*TASK STATEMENT*. Beginning with the line that holds "M778 1619 785 1517 800 1483" in the data below, give again every line through the one that holds "M698 732C717 784", exactly as written.

★ ★ ★

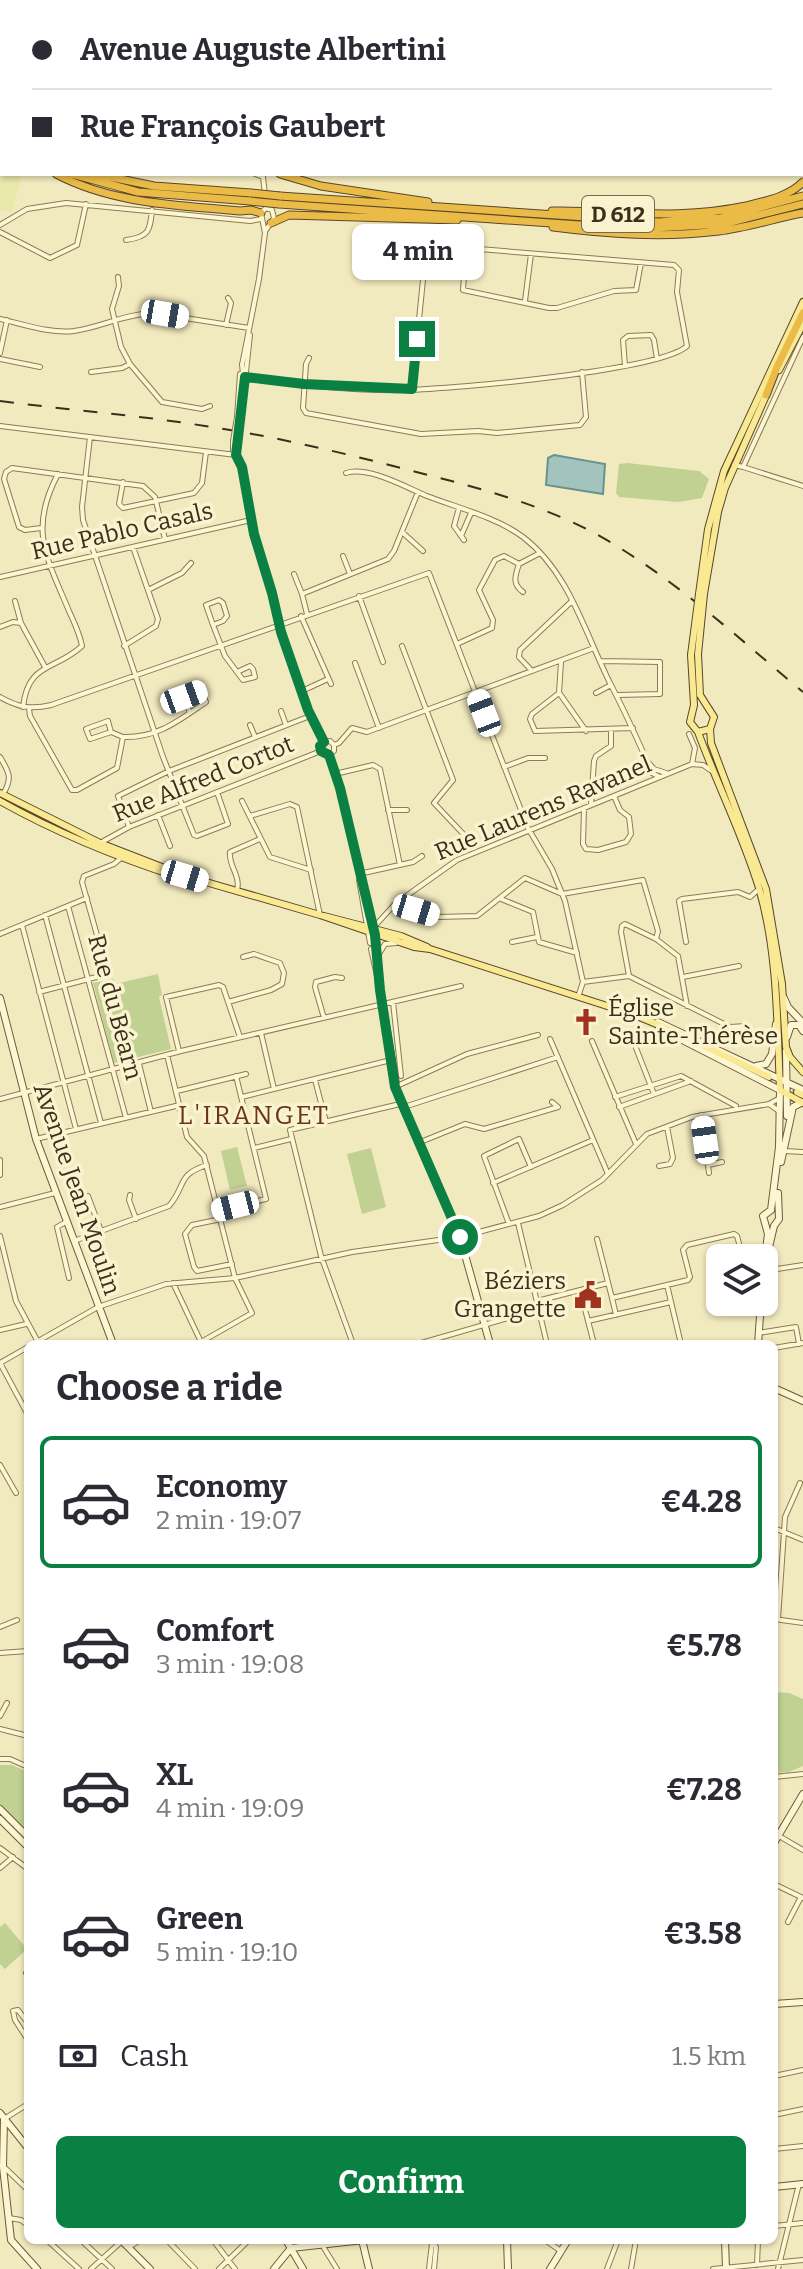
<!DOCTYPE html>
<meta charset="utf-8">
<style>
body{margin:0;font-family:Bitter,serif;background:#f2f2f3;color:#2b2b33;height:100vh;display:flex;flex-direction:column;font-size:30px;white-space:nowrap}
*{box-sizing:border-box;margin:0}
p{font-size:26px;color:#7c7c81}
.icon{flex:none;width:44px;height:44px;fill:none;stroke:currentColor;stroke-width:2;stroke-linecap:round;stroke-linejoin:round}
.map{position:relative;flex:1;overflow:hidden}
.sheet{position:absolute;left:24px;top:1340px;width:754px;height:904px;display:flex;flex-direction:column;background:#fff;border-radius:12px;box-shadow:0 2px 6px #0004}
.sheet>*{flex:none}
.banner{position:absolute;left:0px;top:0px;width:804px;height:176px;box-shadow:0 2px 6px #0004;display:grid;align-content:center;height:176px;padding:0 32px;background:#fff}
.controls{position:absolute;left:706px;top:1244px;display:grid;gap:16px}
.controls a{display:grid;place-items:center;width:72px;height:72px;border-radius:12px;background:#fff;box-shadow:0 2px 6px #0004;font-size:40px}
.end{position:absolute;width:36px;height:36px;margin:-18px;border:10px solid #0b8043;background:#fff;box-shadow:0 0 0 4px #fff}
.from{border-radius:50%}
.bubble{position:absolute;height:56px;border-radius:12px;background:#fff;box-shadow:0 2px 6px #0004;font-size:26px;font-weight:700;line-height:56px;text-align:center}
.car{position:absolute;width:24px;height:48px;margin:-24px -12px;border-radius:10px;box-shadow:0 0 6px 2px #0007;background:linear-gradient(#fff 24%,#345 0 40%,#fff 0 76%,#345 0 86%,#fff 0)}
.banner b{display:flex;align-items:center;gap:28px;height:76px;font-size:30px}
.banner b+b{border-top:2px solid #e1e1e2}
.banner i{width:20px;height:20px;background:#2b2b33}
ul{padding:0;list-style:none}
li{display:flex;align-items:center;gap:24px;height:132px;margin:0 16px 12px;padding:0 16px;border:4px solid transparent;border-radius:12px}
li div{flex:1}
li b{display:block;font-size:30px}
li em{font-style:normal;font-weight:700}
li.current{border-color:#0b8043}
li>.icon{width:72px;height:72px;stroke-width:1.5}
h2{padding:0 32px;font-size:36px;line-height:96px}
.pay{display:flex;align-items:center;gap:20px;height:88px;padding:0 32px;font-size:30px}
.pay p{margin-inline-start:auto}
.button{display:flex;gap:16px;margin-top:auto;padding:16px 32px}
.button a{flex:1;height:92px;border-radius:12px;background:#0b8043;color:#fff;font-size:32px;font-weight:700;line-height:92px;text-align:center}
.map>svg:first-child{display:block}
</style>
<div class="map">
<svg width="803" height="2269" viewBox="0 0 803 2269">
<rect width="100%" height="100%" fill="#f2eabf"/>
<path fill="#e8e8ab" d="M0 159 2 174H22L12 212 0 210Z"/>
<path fill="#c0d192" d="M627 463 699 471 709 479 702 498 678 502 619 497 616 493 619 464Z
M158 974 162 995 159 997 171 1049 114 1063 93 983 114 979 115 984Z
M237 1147 247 1186 230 1190 221 1151Z
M371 1148 386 1207 362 1214 347 1154Z
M774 1692 789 1693 803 1699V1766L789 1772 774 1773Z
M0 1765H12L28 1772V1833L0 1805Z
M5 1923 27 1949 5 1969 0 1964V1927Z"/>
<path fill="#a2c3be" stroke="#69928e" stroke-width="2" d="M554 455 605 464 603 494 546 485 548 458Z"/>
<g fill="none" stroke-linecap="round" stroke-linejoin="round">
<path stroke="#cdc59e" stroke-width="6" stroke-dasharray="6 3" stroke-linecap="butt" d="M769 1077 797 1092"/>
<g stroke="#8c7b55" stroke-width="6">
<path id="street" d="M245 0 246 2
M633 2V0
M255 174 263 177
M263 177 265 195
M0 225 27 209 66 203 250 221 261 219
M266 230 274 218 272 210 266 208
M0 232 50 258 77 245 86 204
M126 240C149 237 150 231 152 210
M466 248 463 290 549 308H557L614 291 636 290 641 263
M118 277 119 286 112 309 121 347 130 364 162 402 202 409 210 406
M525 301 531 254
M0 319C23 324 50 334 74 331 101 327 125 314 153 313L249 328
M226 325 231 303 228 298
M0 353 7 320
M309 358 306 364 303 408 306 413 421 434 478 431 497 433 580 425 586 417 582 372
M0 359 40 367
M242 364 243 375 259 379C306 386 357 391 405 390 451 389 660 371 687 346L677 292 679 270 674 265 430 245 426 250 412 389
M242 365 259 279 265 233 261 213 266 208V204
M625 366 623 340 628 336 651 335 654 340 657 359
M91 372 122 368 130 364
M237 417 240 374
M241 418 250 335
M0 426 236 455
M90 437 82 507 83 520 163 757 194 835 197 836 228 824 217 792
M233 441V451L242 467 254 534 272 593 281 632 308 710 324 742
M734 465 743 467 803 337
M743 467 803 486
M346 473C369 466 405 487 427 496 458 508 496 517 523 537 569 572 585 633 610 683 623 708 635 734 647 761
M123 482 119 504 123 508 194 493 202 483 206 452
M459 508 454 526 464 540
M41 528 25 530 19 527 4 479 6 472 12 468 143 486 155 497 165 539
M402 532 423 551
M461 536 471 513
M343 556 350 574
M519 564C515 576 512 584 523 592
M294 574 302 594 307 614
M0 577 251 520
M148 590 182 573 191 563
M302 594 388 559 394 551 418 492
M359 596 383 662
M15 601 21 623
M301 616 331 684
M213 625 206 605 219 600 223 603 227 616 223 621 213 625 225 656 243 680 255 677 253 669 250 666 237 672
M0 627 13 622 21 623 45 667
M457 644 492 628 493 620 479 590 495 560 504 556 519 564 540 553
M124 646 156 626 158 619 133 547
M402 646 453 780 434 803 468 839
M601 661 660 662V694L618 695
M561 662 559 693 532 714 530 719 535 731 633 728
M355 663 379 728
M532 671 519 657 520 650 572 601
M302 691 328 679
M596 693 611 685
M560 694 586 731
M0 697C18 707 31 710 51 705L429 573 528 828 552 869 565 901 583 982 578 997
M23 707C28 662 55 671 82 646 80 634 74 622 69 611 47 558 28 530 58 474
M29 709 30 716 72 790H77L117 768 123 737C158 738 178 721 206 702L202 691 184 697 190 713
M281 711 286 725
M250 725 255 737
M111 732 90 739 86 729 108 721 111 732 123 737
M324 742 330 741 334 745V751L329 755
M334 745 339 743 352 728 367 732 594 648
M329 755 340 788 373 927
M0 757C9 772 13 778 3 794
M692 764 703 765 712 771
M504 767 528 758H545
M335 774 373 765 380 769 400 865
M660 777 652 773 647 761 654 769 666 773
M242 801 270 857 311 870
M591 805 594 761 596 756 611 746V732
M584 808 583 844 586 849 598 850 626 842 631 834 629 817 620 810 614 796
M388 810H407
M158 815 170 846
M250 816 290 804 297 807 320 915
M129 827 118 796 169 771 310 716
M100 843 129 827 321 751
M359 874 413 862 422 856
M359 880 370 943
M237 890C241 876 228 865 230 852L260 839
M562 894 643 880 658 931 656 939
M501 899 533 912 539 942 577 953
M396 904 437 917 477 916 525 878 562 894
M68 906 126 1118
M45 915 101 1123
M22 925 76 1129
M373 928 395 904 457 860 692 764 695 748 689 734
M0 934 87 898
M374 934 380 989
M512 942 537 937
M686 942 679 901 682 899 738 892 750 897 759 889
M371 949 377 976
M372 951 375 935
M379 954 385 944 396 943
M629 976 621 932 622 926 625 924 656 939 678 956 687 1006
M683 977 739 966
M583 982 629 976 730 1027 746 1026
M39 992 108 974 82 882 84 876 114 864 121 858
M228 1002 271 990 282 984 284 973 280 963 254 954 243 957
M393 1002 401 1076
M324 1018 315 987 316 982 335 977 342 978
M261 1033 274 1089
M550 1039 608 1174
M592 1041 636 1144
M636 1048 654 1094
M179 1051 166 997 219 985 223 987 240 1037
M167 1055 187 1137 204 1156 235 1278 252 1313 201 1342 173 1283
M139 1064 151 1112
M315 1080 326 1122
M397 1086 467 1054 538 1035
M177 1091 246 1074
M242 1097 391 1060
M615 1097 681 1076 736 1106
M0 1099 181 1051 461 986
M404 1107 558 1057
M619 1107 691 1081
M779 1111 769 1104 780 1098
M701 1115 709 1173
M36 1139 180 1105
M418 1143 465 1124 484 1129 558 1107 552 1102
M254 1148 291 1139
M784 1151 803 1152
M0 1160V1175
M708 1165 722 1162
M659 1166 670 1164 673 1158 667 1127
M493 1183 593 1140
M130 1195 129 1200 136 1219
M88 1196 101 1231
M0 1207 55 1193
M219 1210 266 1199 236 1076
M221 1219 192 1225 185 1234 194 1267 197 1271 232 1264
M66 1222 57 1227 69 1278
M518 1223 547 1344
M509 1224 484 1156 519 1139 531 1167
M0 1236 16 1301 38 1342
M597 1239 612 1298 688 1280 690 1277 683 1250 687 1245 734 1234 737 1236 743 1258
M74 1241 169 1206C187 1185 176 1175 207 1165
M764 1271 803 1265
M667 1285 681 1344
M580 1290 594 1344
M612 1298 616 1315
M537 1301 608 1283
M588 1321 671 1302
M0 1330 26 1324
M758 1333 796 1327 799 1344
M33 1344 98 1307 166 1284 235 1278 352 1252 460 1237 539 1216 563 1205 602 1180 647 1134 692 1117 769 1104
M353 1344 321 1256 290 1130 400 1104
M418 1344 539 1309
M28 1347 0 1363 28 1415
M774 1348 803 1343
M0 1465 16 1493
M774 1528 803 1540
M774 1619 803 1623
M778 1619 785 1517 800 1483
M0 1627 17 1620
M0 1653 28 1651
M0 1716 7 1703
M0 1729 28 1736
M0 1759H10L28 1767
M774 1777 803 1774
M779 1836 803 1850
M0 1848 28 1869
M0 1868 13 1857
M774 1884 803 1898
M788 1922 801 1897
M26 1973 28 1976
M28 2023 18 2010 13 2011 15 2020 28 2040
M774 2076 803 2070
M774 2115 803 2109
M4 2119 28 2104
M774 2149 803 2146
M4 2167 28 2190
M9 2218 21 2220 28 2225
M774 2226 803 2223
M47 2240 79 2269
M81 2240 112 2269
M167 2240 195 2269
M213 2240 235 2269
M319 2240 337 2269
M432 2240 436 2247 434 2269
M545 2240 561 2251
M129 2247 140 2240
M757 2265 758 2240
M91 2269 122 2241
M219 2269 249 2240
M429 2269 432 2243
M607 2269 618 2240
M631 2269 636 2240
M713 2269 803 2260
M778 2269 799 2184"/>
</g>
<g stroke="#6e5b39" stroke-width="8">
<path id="secondary" d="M380 990 398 1096 460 1237 490 1344
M0 998 36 1139 113 1344
M784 998 788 1007 803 1023
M658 1022 803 1090
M659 1028 780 1090 779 1147 771 1210
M787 1037 791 1025H799L803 1031
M786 1051 787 1116
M756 1066 766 1064 772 1054 776 1024
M781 1162 793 1107 803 1102
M766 1249 768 1234 763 1216 771 1210
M764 1268 774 1226 779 1219 778 1193
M758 1344 761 1302
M774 1388 803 1401
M0 1809 28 1837
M0 1819 28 1847
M774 1843 803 1794
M774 2004 803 2002
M0 2113 28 2148
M4 2119 3 2167 11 2240 37 2269
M774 2187 803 2184
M121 2240 150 2269
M286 2240 303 2269
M362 2240 369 2269
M507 2240 508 2269
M725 2240 726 2269
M291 2248 364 2240
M274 2269 291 2248
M550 2269 568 2240"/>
</g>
<g stroke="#59472a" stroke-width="8">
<path id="primary" d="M779 370 803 324
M699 594 708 529 724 471 803 302
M704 594 718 512 725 488 768 391
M698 654 700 695 714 717 710 729 711 743 766 889 782 984 786 1047 790 1057 803 1072
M691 655 694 705 690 722 698 732 710 729
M698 732C717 784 743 835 759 888 778 952 777 1023 780 1090L803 1103
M0 793 100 843 185 876 320 915 414 947 430 949 632 1014 671 1030 769 1077
M0 801C57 833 116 857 178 877L185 876
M324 916 401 936 427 947
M797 1092 803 1095"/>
</g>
<g stroke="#59472a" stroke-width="9">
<path id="highway" d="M0 132 2 133
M0 144 2 145
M56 174C113 204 177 205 240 211L251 210 261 213
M72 174 138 192 250 201
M96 174 154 186 251 193
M280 174 321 186 428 202
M280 196 659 222 721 218 803 196
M279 204 637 229 723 224 803 204
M552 211C621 210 675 221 746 206 766 201 788 197 803 182
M271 223 289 215 457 220
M553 227C608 234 662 238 719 231 747 228 775 218 803 213
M766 395 777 367 803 313"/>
</g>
<use href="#street" stroke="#fcf6d3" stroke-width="4"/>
<use href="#secondary" stroke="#fcf6d3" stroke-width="6"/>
<use href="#primary" stroke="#f9e992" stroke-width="6"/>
<use href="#highway" stroke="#eabb47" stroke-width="7"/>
<path stroke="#3a2f1b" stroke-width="2" stroke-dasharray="14 14" stroke-linecap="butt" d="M0 401C68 410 137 415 205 426 279 437 352 455 424 474 483 489 542 505 596 534 672 576 737 637 803 692"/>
<g stroke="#8c7b55" stroke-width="6" stroke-linecap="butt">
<path id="street-bridge" d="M233 441 237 417
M236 442 241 418"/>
</g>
<g stroke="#59472a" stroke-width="8" stroke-linecap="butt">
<path id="primary-bridge" d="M698 654 704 594
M691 655 699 594"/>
</g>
<g stroke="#59472a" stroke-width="9" stroke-linecap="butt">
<path id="highway-bridge" d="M251 193 280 196
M250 201 279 204"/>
</g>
<use href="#street-bridge" stroke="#fcf6d3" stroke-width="4"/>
<use href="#primary-bridge" stroke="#f9e992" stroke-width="6"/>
<use href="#highway-bridge" stroke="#eabb47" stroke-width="7"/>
</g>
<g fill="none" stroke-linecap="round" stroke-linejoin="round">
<path stroke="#0b8043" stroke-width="10" d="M417 339 412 389 304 384 245 377 236 455 242 467 254 534 272 593 281 632 308 710 324 742 320 746 321 751 329 755 340 788 375 935 380 990 395 1087 460 1237"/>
</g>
<defs>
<g id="church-bare" transform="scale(2.16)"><path d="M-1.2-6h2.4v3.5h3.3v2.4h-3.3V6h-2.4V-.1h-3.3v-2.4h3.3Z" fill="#a13220" stroke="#f9f3cf" stroke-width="2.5" paint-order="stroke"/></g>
<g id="civic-bare" transform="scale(2.16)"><path d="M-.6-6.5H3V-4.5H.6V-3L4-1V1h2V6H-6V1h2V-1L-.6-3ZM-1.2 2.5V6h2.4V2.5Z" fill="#a13220" stroke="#f9f3cf" stroke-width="2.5" paint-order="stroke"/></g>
</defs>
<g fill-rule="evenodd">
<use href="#church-bare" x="586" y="1022"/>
<use href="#civic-bare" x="588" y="1295"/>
</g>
<g text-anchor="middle" stroke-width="7" stroke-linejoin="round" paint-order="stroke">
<rect fill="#f9f3cf" stroke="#736a51" stroke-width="2" x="582" y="196" width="72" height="36" rx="6"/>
<g font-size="22" font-weight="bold" fill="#3a2f1b">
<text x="618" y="222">D 612</text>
</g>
<g font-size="24" fill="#3a2f1b" stroke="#f9f3cf">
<text transform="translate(122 531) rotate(-13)" y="8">Rue Pablo Casals</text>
<text transform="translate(203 779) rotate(-22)" y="8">Rue Alfred Cortot</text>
<text transform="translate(543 808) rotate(-23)" y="8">Rue Laurens Ravanel</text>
<text transform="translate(115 1007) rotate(75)" y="8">Rue du Béarn</text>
<text transform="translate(77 1189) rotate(71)" y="8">Avenue Jean Moulin</text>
</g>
<g font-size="24" fill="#3a2f1b" stroke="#f9f3cf" text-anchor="start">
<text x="608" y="1016">Église<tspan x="608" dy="28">Sainte-Thérèse</tspan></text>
<text x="566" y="1289" text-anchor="end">Béziers<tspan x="566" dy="28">Grangette</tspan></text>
</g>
<g font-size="26" letter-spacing="2" fill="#6b3517" stroke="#f9f3cf">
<text x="254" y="1124">L'IRANGET</text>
</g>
</g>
</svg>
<div class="controls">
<a><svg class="icon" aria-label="layers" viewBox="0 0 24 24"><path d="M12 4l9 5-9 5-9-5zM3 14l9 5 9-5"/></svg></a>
</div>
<i class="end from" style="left:460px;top:1237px"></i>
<i class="end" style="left:417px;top:339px"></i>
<div class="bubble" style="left:352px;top:224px;width:132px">4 min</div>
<i class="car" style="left:165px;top:314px;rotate:100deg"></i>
<i class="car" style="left:184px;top:697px;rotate:70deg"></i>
<i class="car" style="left:484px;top:713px;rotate:339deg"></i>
<i class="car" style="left:185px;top:876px;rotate:107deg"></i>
<i class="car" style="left:416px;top:910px;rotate:107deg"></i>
<i class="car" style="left:705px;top:1140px;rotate:352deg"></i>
<i class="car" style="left:235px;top:1206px;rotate:256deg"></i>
<div class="banner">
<b><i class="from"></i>Avenue Auguste Albertini</b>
<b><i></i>Rue François Gaubert</b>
</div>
<section class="sheet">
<h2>Choose a ride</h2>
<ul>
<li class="current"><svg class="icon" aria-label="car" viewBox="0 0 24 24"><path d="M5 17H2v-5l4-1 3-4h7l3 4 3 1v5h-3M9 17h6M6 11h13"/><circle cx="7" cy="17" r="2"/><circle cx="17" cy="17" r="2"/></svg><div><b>Economy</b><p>2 min · 19:07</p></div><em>€4.28</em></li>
<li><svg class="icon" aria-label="car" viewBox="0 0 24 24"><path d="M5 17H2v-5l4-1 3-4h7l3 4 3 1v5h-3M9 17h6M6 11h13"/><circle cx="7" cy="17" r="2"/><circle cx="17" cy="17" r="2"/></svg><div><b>Comfort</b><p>3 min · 19:08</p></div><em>€5.78</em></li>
<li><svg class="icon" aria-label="car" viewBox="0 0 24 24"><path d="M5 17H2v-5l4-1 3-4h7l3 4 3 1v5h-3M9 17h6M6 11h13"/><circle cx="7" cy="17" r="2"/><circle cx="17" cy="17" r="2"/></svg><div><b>XL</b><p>4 min · 19:09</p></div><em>€7.28</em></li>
<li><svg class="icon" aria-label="car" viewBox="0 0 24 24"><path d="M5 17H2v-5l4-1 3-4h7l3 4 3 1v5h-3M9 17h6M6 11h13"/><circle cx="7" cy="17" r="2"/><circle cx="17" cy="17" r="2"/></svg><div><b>Green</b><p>5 min · 19:10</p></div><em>€3.58</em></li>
</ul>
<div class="pay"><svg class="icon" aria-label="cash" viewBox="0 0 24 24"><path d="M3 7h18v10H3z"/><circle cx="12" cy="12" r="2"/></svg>Cash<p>1.5 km</p></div>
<div class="button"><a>Confirm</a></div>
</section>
</div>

★ ★ ★

*ANSWER TO THE PROBLEM*.
M778 1619 785 1517 800 1483
M0 1627 17 1620
M0 1653 28 1651
M0 1716 7 1703
M0 1729 28 1736
M0 1759H10L28 1767
M774 1777 803 1774
M779 1836 803 1850
M0 1848 28 1869
M0 1868 13 1857
M774 1884 803 1898
M788 1922 801 1897
M26 1973 28 1976
M28 2023 18 2010 13 2011 15 2020 28 2040
M774 2076 803 2070
M774 2115 803 2109
M4 2119 28 2104
M774 2149 803 2146
M4 2167 28 2190
M9 2218 21 2220 28 2225
M774 2226 803 2223
M47 2240 79 2269
M81 2240 112 2269
M167 2240 195 2269
M213 2240 235 2269
M319 2240 337 2269
M432 2240 436 2247 434 2269
M545 2240 561 2251
M129 2247 140 2240
M757 2265 758 2240
M91 2269 122 2241
M219 2269 249 2240
M429 2269 432 2243
M607 2269 618 2240
M631 2269 636 2240
M713 2269 803 2260
M778 2269 799 2184"/>
</g>
<g stroke="#6e5b39" stroke-width="8">
<path id="secondary" d="M380 990 398 1096 460 1237 490 1344
M0 998 36 1139 113 1344
M784 998 788 1007 803 1023
M658 1022 803 1090
M659 1028 780 1090 779 1147 771 1210
M787 1037 791 1025H799L803 1031
M786 1051 787 1116
M756 1066 766 1064 772 1054 776 1024
M781 1162 793 1107 803 1102
M766 1249 768 1234 763 1216 771 1210
M764 1268 774 1226 779 1219 778 1193
M758 1344 761 1302
M774 1388 803 1401
M0 1809 28 1837
M0 1819 28 1847
M774 1843 803 1794
M774 2004 803 2002
M0 2113 28 2148
M4 2119 3 2167 11 2240 37 2269
M774 2187 803 2184
M121 2240 150 2269
M286 2240 303 2269
M362 2240 369 2269
M507 2240 508 2269
M725 2240 726 2269
M291 2248 364 2240
M274 2269 291 2248
M550 2269 568 2240"/>
</g>
<g stroke="#59472a" stroke-width="8">
<path id="primary" d="M779 370 803 324
M699 594 708 529 724 471 803 302
M704 594 718 512 725 488 768 391
M698 654 700 695 714 717 710 729 711 743 766 889 782 984 786 1047 790 1057 803 1072
M691 655 694 705 690 722 698 732 710 729
M698 732C717 784 743 835 759 888 778 952 777 1023 780 1090L803 1103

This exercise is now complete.